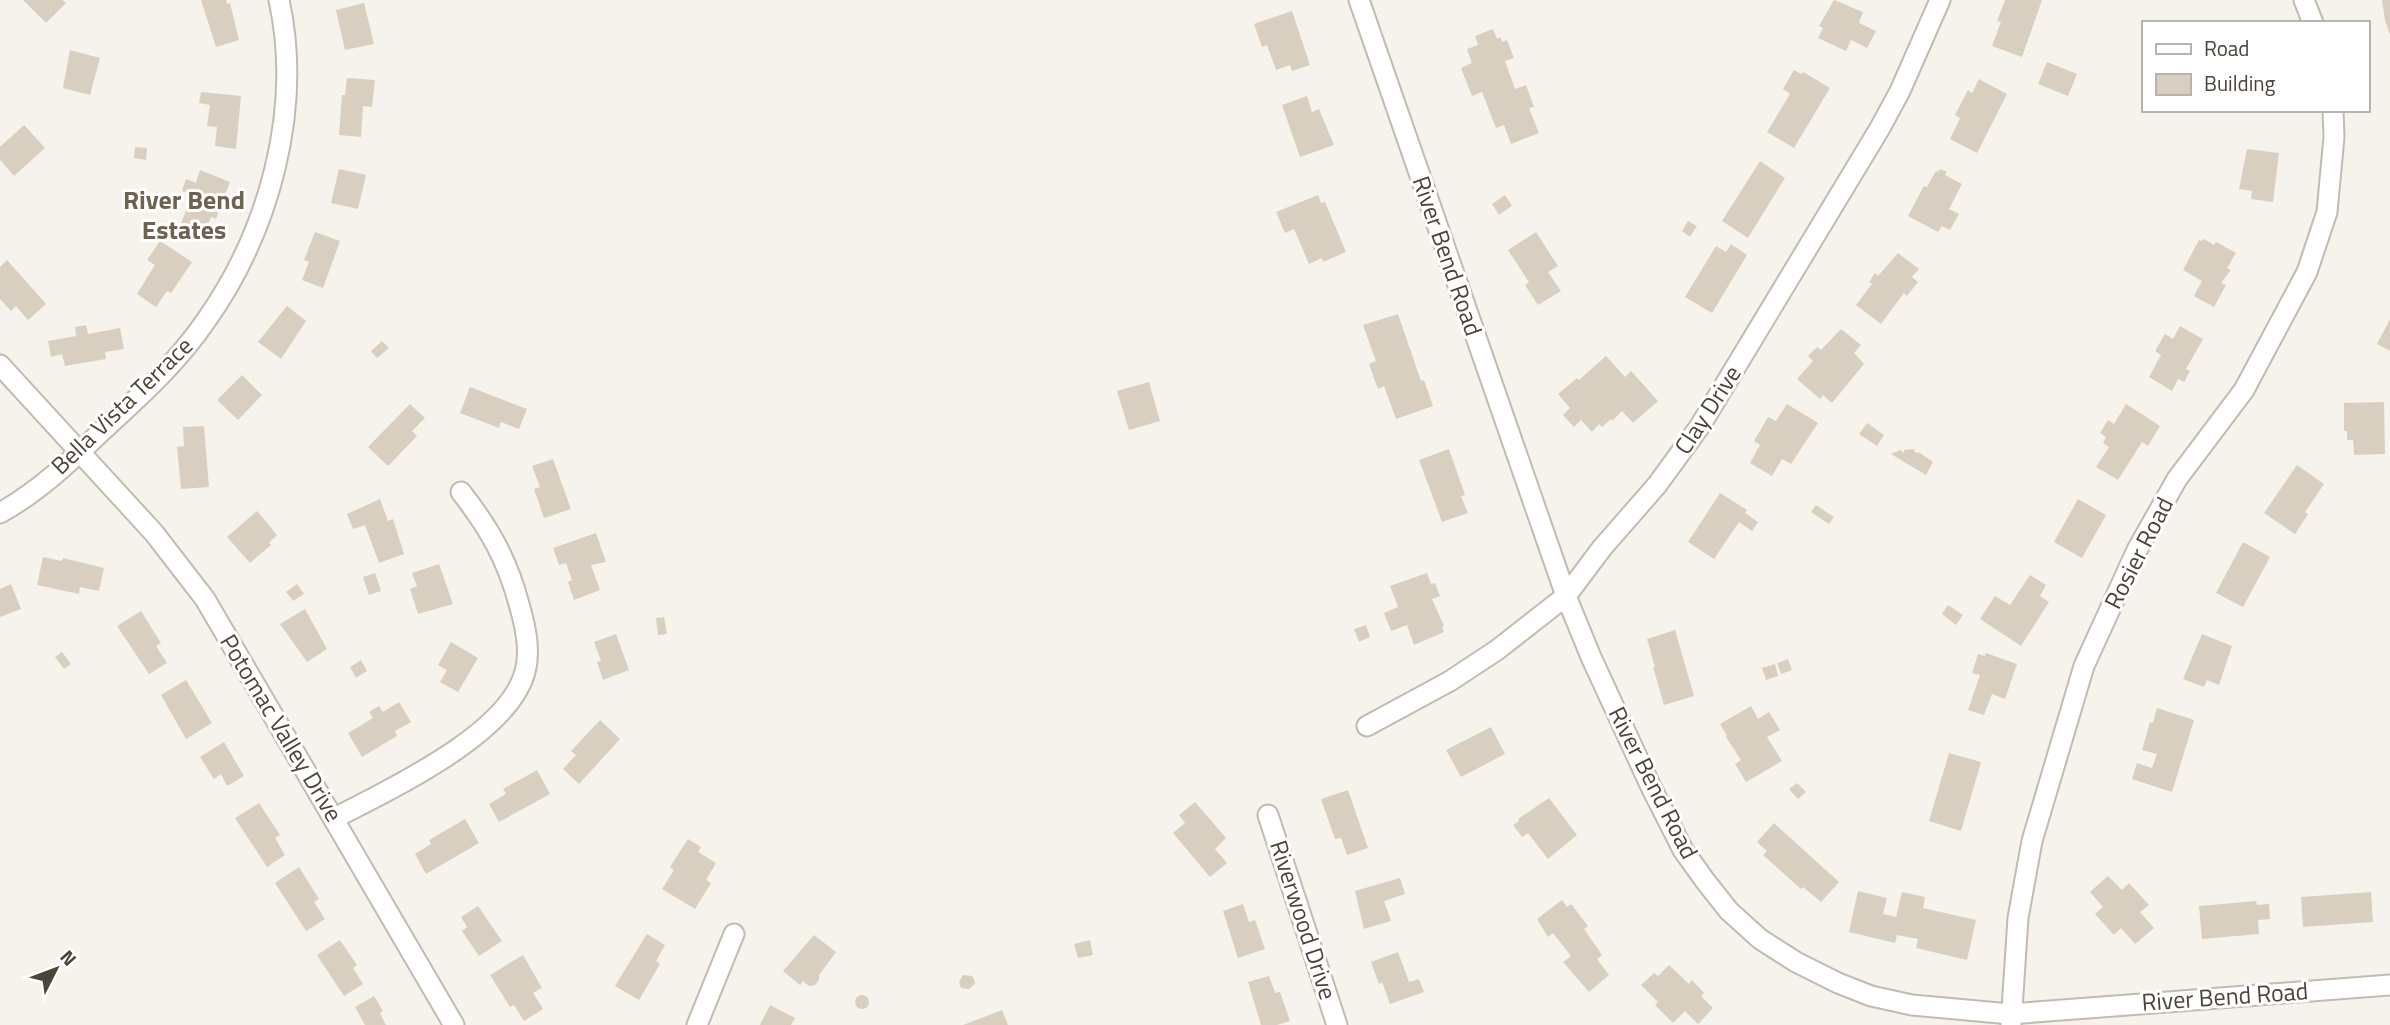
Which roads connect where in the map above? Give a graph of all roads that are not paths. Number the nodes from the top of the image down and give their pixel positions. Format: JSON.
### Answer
{"nodes":[{"id":1,"x":279,"y":0,"type":"edge"},
{"id":2,"x":1359,"y":0,"type":"edge"},
{"id":3,"x":1940,"y":0,"type":"edge"},
{"id":4,"x":2304,"y":0,"type":"edge"},
{"id":5,"x":2312,"y":21,"type":"edge"},
{"id":6,"x":2333,"y":112,"type":"edge"},
{"id":7,"x":0,"y":365,"type":"edge"},
{"id":8,"x":80,"y":452,"type":"junction"},
{"id":9,"x":461,"y":492,"type":"dead end"},
{"id":10,"x":0,"y":513,"type":"edge"},
{"id":11,"x":1566,"y":596,"type":"junction"},
{"id":12,"x":1367,"y":726,"type":"dead end"},
{"id":13,"x":1268,"y":815,"type":"dead end"},
{"id":14,"x":335,"y":818,"type":"junction"},
{"id":15,"x":734,"y":934,"type":"dead end"},
{"id":16,"x":2390,"y":985,"type":"edge"},
{"id":17,"x":2010,"y":1020,"type":"edge"},
{"id":18,"x":454,"y":1025,"type":"edge"},
{"id":19,"x":697,"y":1025,"type":"edge"},
{"id":20,"x":1337,"y":1025,"type":"edge"}],
"edges":[{"from":1,"to":8,"type":"street","name":"Bella Vista Terrace"},
{"from":2,"to":11,"type":"street","name":"River Bend Road"},
{"from":3,"to":11,"type":"street","name":"Clay Drive"},
{"from":4,"to":5,"type":"street"},
{"from":6,"to":17,"type":"street","name":"Rosier Road"},
{"from":7,"to":8,"type":"street","name":"Potomac Valley Drive"},
{"from":8,"to":10,"type":"street","name":"Bella Vista Terrace"},
{"from":8,"to":14,"type":"street","name":"Potomac Valley Drive"},
{"from":9,"to":14,"type":"street"},
{"from":11,"to":12,"type":"street","name":"Clay Drive"},
{"from":11,"to":17,"type":"street","name":"River Bend Road"},
{"from":13,"to":20,"type":"street","name":"Riverwood Drive"},
{"from":14,"to":18,"type":"street","name":"Potomac Valley Drive"},
{"from":15,"to":19,"type":"street"},
{"from":16,"to":17,"type":"street","name":"River Bend Road"}]}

### WHAT IS NEEDED
What is needed is each line from the records with the word "nodes" in it.

### ANSWER AREA
Which roads connect where in the map above? Give a graph of all roads that are not paths. Number the nodes from the top of the image down and give their pixel positions. Format: JSON.
{"nodes":[{"id":1,"x":279,"y":0,"type":"edge"},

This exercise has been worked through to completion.